Dataset records:
--
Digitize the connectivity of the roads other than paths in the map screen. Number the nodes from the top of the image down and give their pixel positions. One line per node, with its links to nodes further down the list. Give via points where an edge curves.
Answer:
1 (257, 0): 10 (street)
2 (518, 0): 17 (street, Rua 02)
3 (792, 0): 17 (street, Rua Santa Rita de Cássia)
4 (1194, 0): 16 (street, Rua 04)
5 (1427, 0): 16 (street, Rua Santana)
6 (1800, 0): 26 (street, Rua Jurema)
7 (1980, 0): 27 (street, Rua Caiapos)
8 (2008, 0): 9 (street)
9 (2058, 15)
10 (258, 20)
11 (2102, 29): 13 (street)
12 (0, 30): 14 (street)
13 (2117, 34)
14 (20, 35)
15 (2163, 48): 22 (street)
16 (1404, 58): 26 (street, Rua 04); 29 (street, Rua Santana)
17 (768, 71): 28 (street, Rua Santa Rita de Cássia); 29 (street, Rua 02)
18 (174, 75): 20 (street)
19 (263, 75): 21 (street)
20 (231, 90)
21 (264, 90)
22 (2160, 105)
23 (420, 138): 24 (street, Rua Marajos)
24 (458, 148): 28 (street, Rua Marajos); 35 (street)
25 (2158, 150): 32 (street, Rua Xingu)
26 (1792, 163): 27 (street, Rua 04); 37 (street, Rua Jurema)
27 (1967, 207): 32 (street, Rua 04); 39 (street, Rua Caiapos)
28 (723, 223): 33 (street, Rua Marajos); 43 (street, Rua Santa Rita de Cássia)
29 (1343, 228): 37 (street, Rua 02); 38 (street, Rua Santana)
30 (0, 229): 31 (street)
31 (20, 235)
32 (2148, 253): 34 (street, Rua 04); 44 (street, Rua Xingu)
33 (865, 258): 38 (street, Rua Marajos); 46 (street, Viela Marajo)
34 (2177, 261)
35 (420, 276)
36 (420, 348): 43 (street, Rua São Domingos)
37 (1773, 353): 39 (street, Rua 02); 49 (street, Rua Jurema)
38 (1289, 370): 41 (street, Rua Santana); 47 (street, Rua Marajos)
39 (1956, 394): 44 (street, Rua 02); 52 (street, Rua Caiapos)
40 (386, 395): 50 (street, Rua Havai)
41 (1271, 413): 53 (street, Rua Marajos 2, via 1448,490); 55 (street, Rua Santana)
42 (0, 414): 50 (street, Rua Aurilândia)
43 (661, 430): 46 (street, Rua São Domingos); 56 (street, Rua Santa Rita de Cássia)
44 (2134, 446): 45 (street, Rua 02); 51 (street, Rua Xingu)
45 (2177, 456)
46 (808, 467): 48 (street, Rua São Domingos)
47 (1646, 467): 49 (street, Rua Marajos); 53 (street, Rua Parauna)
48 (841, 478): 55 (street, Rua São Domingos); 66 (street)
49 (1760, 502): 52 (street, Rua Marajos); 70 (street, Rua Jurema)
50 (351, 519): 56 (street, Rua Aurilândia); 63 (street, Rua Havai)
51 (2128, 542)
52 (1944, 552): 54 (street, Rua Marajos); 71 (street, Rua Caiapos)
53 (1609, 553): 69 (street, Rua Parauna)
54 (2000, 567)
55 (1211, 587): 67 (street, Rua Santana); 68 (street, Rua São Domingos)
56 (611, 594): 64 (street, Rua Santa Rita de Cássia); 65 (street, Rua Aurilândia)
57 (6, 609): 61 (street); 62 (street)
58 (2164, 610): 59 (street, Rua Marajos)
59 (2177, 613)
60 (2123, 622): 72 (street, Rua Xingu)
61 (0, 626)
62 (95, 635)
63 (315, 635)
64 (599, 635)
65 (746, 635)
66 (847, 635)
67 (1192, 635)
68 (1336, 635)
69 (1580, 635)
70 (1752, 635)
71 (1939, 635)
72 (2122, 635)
--
**TASK PROMPT:** The records above need to be returned in full, with nothing altered.

**EXERCISE ANSWER:**
Digitize the connectivity of the roads other than paths in the map screen. Number the nodes from the top of the image down and give their pixel positions. One line per node, with its links to nodes further down the list. Give via points where an edge curves.
Answer:
1 (257, 0): 10 (street)
2 (518, 0): 17 (street, Rua 02)
3 (792, 0): 17 (street, Rua Santa Rita de Cássia)
4 (1194, 0): 16 (street, Rua 04)
5 (1427, 0): 16 (street, Rua Santana)
6 (1800, 0): 26 (street, Rua Jurema)
7 (1980, 0): 27 (street, Rua Caiapos)
8 (2008, 0): 9 (street)
9 (2058, 15)
10 (258, 20)
11 (2102, 29): 13 (street)
12 (0, 30): 14 (street)
13 (2117, 34)
14 (20, 35)
15 (2163, 48): 22 (street)
16 (1404, 58): 26 (street, Rua 04); 29 (street, Rua Santana)
17 (768, 71): 28 (street, Rua Santa Rita de Cássia); 29 (street, Rua 02)
18 (174, 75): 20 (street)
19 (263, 75): 21 (street)
20 (231, 90)
21 (264, 90)
22 (2160, 105)
23 (420, 138): 24 (street, Rua Marajos)
24 (458, 148): 28 (street, Rua Marajos); 35 (street)
25 (2158, 150): 32 (street, Rua Xingu)
26 (1792, 163): 27 (street, Rua 04); 37 (street, Rua Jurema)
27 (1967, 207): 32 (street, Rua 04); 39 (street, Rua Caiapos)
28 (723, 223): 33 (street, Rua Marajos); 43 (street, Rua Santa Rita de Cássia)
29 (1343, 228): 37 (street, Rua 02); 38 (street, Rua Santana)
30 (0, 229): 31 (street)
31 (20, 235)
32 (2148, 253): 34 (street, Rua 04); 44 (street, Rua Xingu)
33 (865, 258): 38 (street, Rua Marajos); 46 (street, Viela Marajo)
34 (2177, 261)
35 (420, 276)
36 (420, 348): 43 (street, Rua São Domingos)
37 (1773, 353): 39 (street, Rua 02); 49 (street, Rua Jurema)
38 (1289, 370): 41 (street, Rua Santana); 47 (street, Rua Marajos)
39 (1956, 394): 44 (street, Rua 02); 52 (street, Rua Caiapos)
40 (386, 395): 50 (street, Rua Havai)
41 (1271, 413): 53 (street, Rua Marajos 2, via 1448,490); 55 (street, Rua Santana)
42 (0, 414): 50 (street, Rua Aurilândia)
43 (661, 430): 46 (street, Rua São Domingos); 56 (street, Rua Santa Rita de Cássia)
44 (2134, 446): 45 (street, Rua 02); 51 (street, Rua Xingu)
45 (2177, 456)
46 (808, 467): 48 (street, Rua São Domingos)
47 (1646, 467): 49 (street, Rua Marajos); 53 (street, Rua Parauna)
48 (841, 478): 55 (street, Rua São Domingos); 66 (street)
49 (1760, 502): 52 (street, Rua Marajos); 70 (street, Rua Jurema)
50 (351, 519): 56 (street, Rua Aurilândia); 63 (street, Rua Havai)
51 (2128, 542)
52 (1944, 552): 54 (street, Rua Marajos); 71 (street, Rua Caiapos)
53 (1609, 553): 69 (street, Rua Parauna)
54 (2000, 567)
55 (1211, 587): 67 (street, Rua Santana); 68 (street, Rua São Domingos)
56 (611, 594): 64 (street, Rua Santa Rita de Cássia); 65 (street, Rua Aurilândia)
57 (6, 609): 61 (street); 62 (street)
58 (2164, 610): 59 (street, Rua Marajos)
59 (2177, 613)
60 (2123, 622): 72 (street, Rua Xingu)
61 (0, 626)
62 (95, 635)
63 (315, 635)
64 (599, 635)
65 (746, 635)
66 (847, 635)
67 (1192, 635)
68 (1336, 635)
69 (1580, 635)
70 (1752, 635)
71 (1939, 635)
72 (2122, 635)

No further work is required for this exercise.